What to work on:
Gather every line below where "Left" appears.

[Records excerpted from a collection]
/---

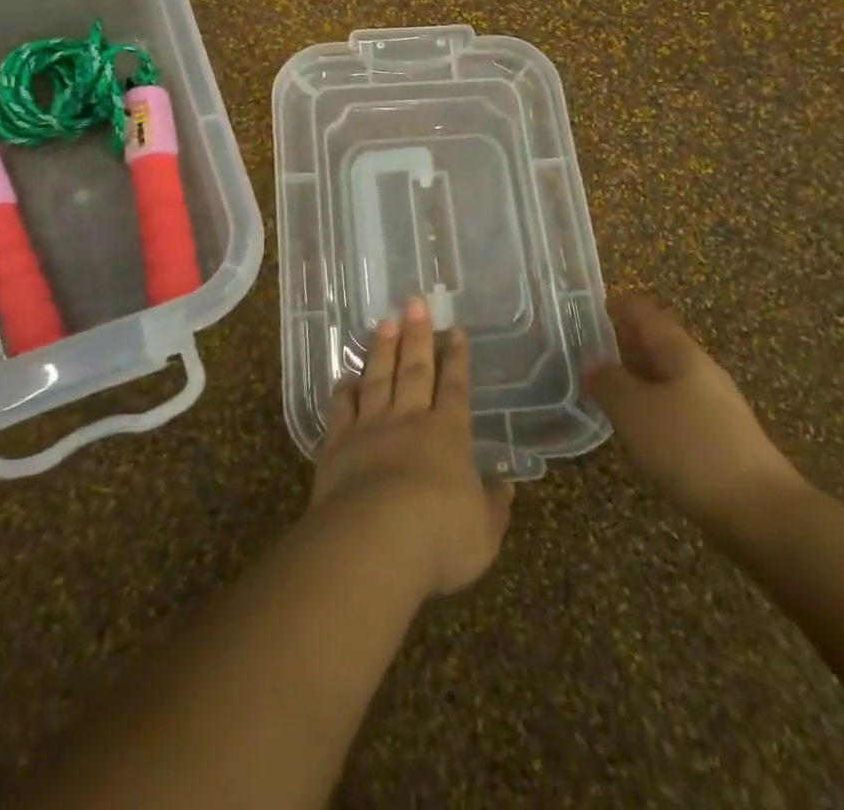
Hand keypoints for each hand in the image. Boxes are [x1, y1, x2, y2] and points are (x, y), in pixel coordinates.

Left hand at [311, 298, 513, 597]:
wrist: (374, 541)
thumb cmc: (439, 537)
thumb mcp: (483, 531)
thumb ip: (493, 506)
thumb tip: (506, 487)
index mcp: (447, 435)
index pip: (455, 387)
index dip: (457, 358)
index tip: (455, 329)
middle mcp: (409, 421)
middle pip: (414, 370)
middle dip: (417, 335)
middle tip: (414, 302)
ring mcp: (370, 428)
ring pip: (378, 379)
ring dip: (382, 350)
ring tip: (384, 322)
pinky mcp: (337, 445)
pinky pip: (341, 409)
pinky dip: (344, 391)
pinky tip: (345, 378)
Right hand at [584, 295, 804, 540]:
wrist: (764, 516)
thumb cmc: (692, 450)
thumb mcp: (636, 412)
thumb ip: (609, 383)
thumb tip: (592, 364)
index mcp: (683, 354)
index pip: (646, 314)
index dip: (618, 306)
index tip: (587, 307)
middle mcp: (702, 373)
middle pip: (658, 345)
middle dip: (624, 343)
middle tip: (586, 349)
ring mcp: (715, 408)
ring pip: (667, 379)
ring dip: (636, 377)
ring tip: (603, 388)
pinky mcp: (720, 441)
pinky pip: (676, 409)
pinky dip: (651, 408)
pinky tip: (636, 429)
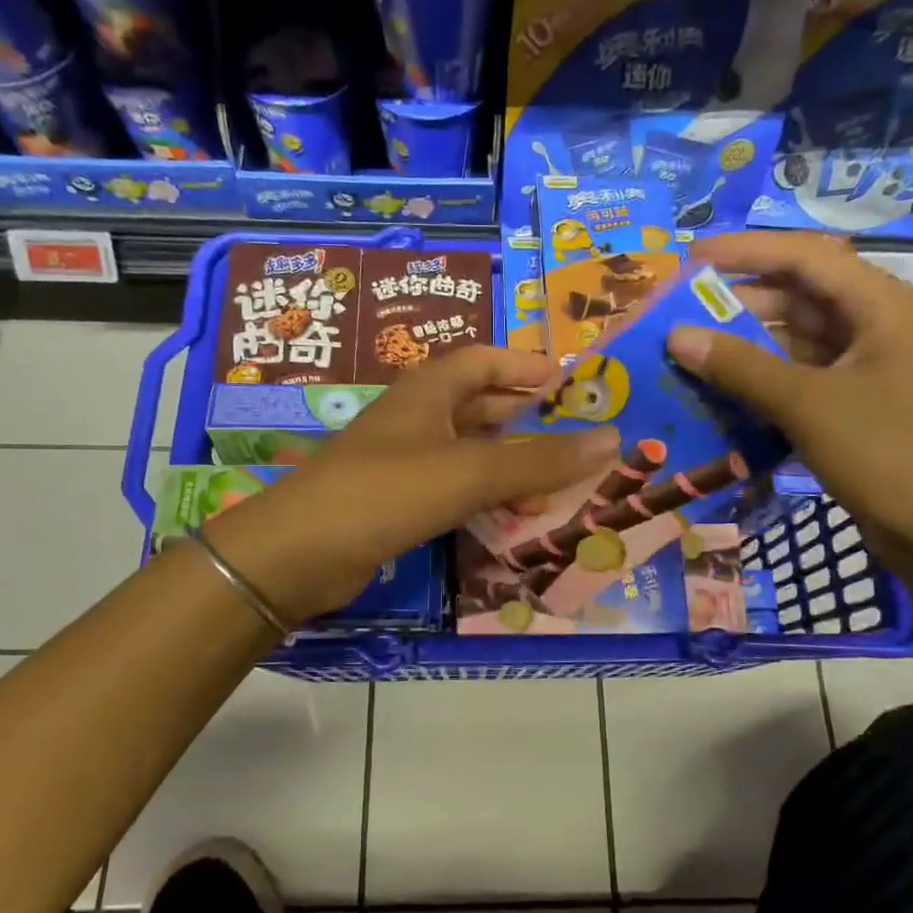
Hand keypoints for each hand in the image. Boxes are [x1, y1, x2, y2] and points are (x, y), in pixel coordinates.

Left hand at [202, 347, 620, 626]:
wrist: (299, 553)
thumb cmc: (386, 492)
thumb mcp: (470, 472)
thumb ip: (540, 459)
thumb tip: (612, 439)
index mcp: (429, 391)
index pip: (485, 359)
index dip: (526, 364)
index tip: (570, 381)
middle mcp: (416, 418)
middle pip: (480, 405)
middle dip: (526, 419)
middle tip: (575, 438)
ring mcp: (404, 461)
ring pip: (470, 452)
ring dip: (511, 466)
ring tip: (555, 488)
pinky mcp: (397, 502)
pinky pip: (453, 489)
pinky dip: (485, 498)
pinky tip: (511, 520)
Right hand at [666, 232, 912, 580]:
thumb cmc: (885, 454)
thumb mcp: (807, 404)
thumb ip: (740, 366)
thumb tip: (676, 336)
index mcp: (881, 305)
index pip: (806, 256)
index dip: (745, 251)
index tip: (690, 257)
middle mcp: (877, 324)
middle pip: (800, 294)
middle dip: (740, 298)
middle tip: (681, 308)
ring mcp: (869, 366)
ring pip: (797, 338)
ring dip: (747, 341)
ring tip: (690, 346)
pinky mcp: (858, 403)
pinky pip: (802, 374)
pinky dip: (764, 377)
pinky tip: (723, 387)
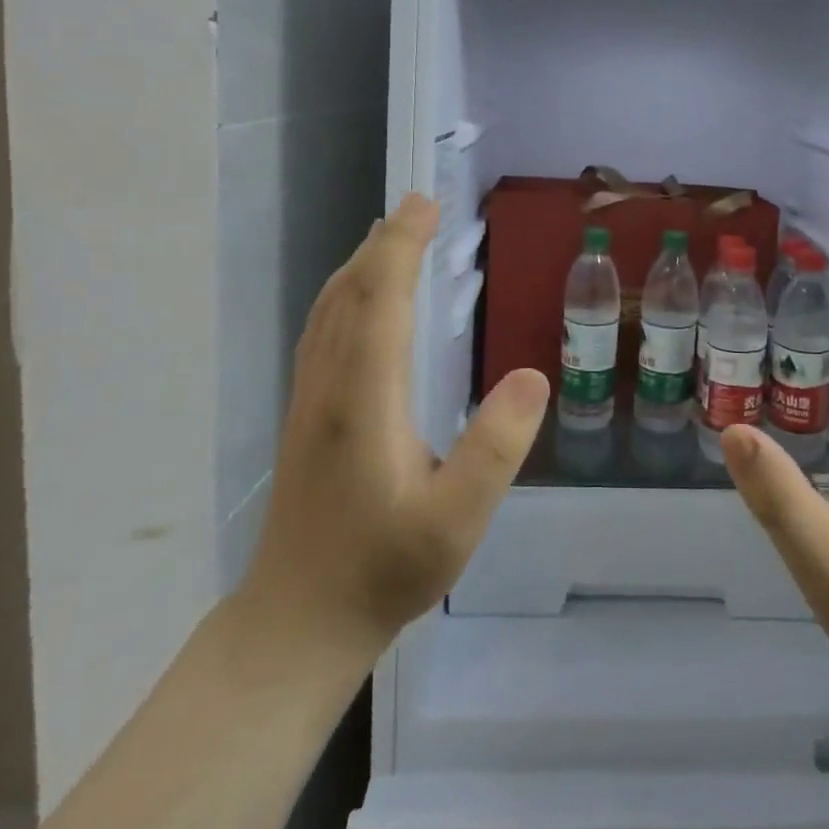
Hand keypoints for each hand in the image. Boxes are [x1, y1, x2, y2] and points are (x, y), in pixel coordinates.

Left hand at [236, 194, 549, 660]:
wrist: (297, 622)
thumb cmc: (382, 571)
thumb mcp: (456, 522)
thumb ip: (494, 449)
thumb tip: (531, 375)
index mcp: (364, 401)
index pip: (381, 302)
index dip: (401, 248)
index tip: (425, 206)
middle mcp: (328, 386)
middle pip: (350, 294)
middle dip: (384, 243)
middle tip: (419, 206)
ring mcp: (309, 400)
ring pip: (328, 310)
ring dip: (360, 264)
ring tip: (391, 236)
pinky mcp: (304, 415)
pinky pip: (322, 330)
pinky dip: (344, 294)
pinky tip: (359, 300)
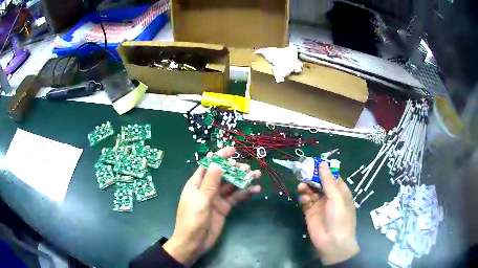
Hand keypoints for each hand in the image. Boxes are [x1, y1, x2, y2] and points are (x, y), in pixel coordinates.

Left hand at [163, 147, 260, 265]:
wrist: (194, 244)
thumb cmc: (192, 221)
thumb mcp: (200, 202)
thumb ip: (210, 184)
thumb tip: (217, 163)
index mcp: (196, 184)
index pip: (209, 166)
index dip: (220, 157)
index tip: (233, 150)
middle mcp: (207, 189)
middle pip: (222, 174)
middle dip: (235, 169)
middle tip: (248, 168)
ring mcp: (216, 199)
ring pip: (231, 185)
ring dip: (243, 180)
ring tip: (256, 176)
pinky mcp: (224, 208)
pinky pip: (235, 198)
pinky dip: (245, 193)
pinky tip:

\---

Result below:
Left hand at [311, 298, 513, 597]:
Left hand at [202, 347, 620, 626]:
Left hand at [236, 194, 549, 660]:
Left hand at [163, 147, 260, 265]:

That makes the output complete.